Perfetto… Un’altra giornata di divertimento digitale guadagnata… Ingenua bontà materna. Calma però, Luca. Concentrati, fai le cose per bene… Bisogna prima avvisare gli altri e anche per oggi è ok; presto su Face. Vediamo un po’ chi è on-line. Bene, c’è Marco. Gli dirò di avvisare gli altri. Bene, messaggio postato, e ora leggiamo che compiti hanno assegnato per domani quelle sanguisughe. O vabbè! Niente di che: mate, filo e due pagine di storia. Allora: mate sono bravo, non ne ho bisogno, filo è una perdita di tempo e storia domani mi faccio dire il riassunto delle pagine da Giovanni che è un secchione. Perfetto, compiti fatti, ho un bel po’ di tempo per scaricarmi qualche migliaio di canzoni e 2-3 giochi che mi hanno consigliato. Caspita! Già le 18.30, l’appuntamento era per le 18 15, odio fare tardi alle cose importanti; fa niente, capiranno… Alla play.. Bene, ci sono tutti, si parte con il divertimento.

“Ciao Luca, oggi è stata una giornata massacrante, a te com’è andata?” “Ti rispondo dopo pa., ora sto giocando”. “Luca a cena!” “Un attimo, ho quasi finito!” “Luca io e tuo padre andiamo a dormire, è quasi mezzanotte; la nonna ha telefonato. Il nonno è quasi allo stremo delle forze, ti voleva sentire per sapere com’andata.” “Mi dispiace, non potevo”. Cavoli! stavo quasi per vincere! Ma che fa mamma? Singhiozza? Sì! È un singhiozzo quello, e anche quest’altro, bah!

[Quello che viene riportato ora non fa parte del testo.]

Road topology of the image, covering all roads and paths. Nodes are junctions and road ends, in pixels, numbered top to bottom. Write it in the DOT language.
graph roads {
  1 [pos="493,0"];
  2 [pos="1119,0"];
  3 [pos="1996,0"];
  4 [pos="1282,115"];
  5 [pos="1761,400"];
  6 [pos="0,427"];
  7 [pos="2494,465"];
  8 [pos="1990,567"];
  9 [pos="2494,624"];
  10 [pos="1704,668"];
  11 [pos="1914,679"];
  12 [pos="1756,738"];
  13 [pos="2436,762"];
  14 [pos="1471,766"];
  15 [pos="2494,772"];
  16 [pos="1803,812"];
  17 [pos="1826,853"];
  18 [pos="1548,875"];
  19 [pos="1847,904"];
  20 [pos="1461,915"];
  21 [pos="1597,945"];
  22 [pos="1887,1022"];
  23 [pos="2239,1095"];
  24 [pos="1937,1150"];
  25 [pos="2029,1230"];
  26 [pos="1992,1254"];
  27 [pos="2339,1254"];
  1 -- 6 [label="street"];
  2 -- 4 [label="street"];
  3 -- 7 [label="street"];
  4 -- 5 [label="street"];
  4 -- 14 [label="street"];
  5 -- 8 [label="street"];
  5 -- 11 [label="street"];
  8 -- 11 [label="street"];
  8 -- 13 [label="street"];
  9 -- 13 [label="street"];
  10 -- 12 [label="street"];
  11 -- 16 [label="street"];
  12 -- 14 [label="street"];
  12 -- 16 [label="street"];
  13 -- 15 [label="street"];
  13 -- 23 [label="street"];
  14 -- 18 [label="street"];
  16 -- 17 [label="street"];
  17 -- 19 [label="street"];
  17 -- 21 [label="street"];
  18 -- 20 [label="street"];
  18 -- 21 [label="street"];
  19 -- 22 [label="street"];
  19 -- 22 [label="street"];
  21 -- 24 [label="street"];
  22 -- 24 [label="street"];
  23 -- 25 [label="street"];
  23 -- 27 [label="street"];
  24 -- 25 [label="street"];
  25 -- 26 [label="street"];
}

Chissà perché… Un momento… Forse è colpa mia… Il nonno… Che stronzo che sono… Non ci ho pensato… Sì che ci hai pensato Luca!… Sì, è vero… Ho fatto finta di nulla. Ero occupato… Potevi spegnere la Play! Ma dovevo finire… Dovevi? Che idiota… Sono un idiota… E ora… No!…Perché? Perché così?… Mi viene da piangere…Devo chiedere scusa alla mamma… Servirebbe?.. Sono stanco… Mi viene da piangere… Sto piangendo!.. A letto.. Devo dormire…devo… Non ce la faccio più… C’è troppo silenzio… Si è sempre in tempo per cambiare Luca!… No! Non penso… Io no… sì… Forse… Non lo so… Forse anche io… Sì… Sì!

Questo racconto, scritto da Pietro Montemurro, è risultato vincitore del premio “miglior stile” al concorso “iPlay new… you Play old – verso un’autentica vita felice”, svoltosi a Terrasini (PA) e sponsorizzato da Cogitoetvolo.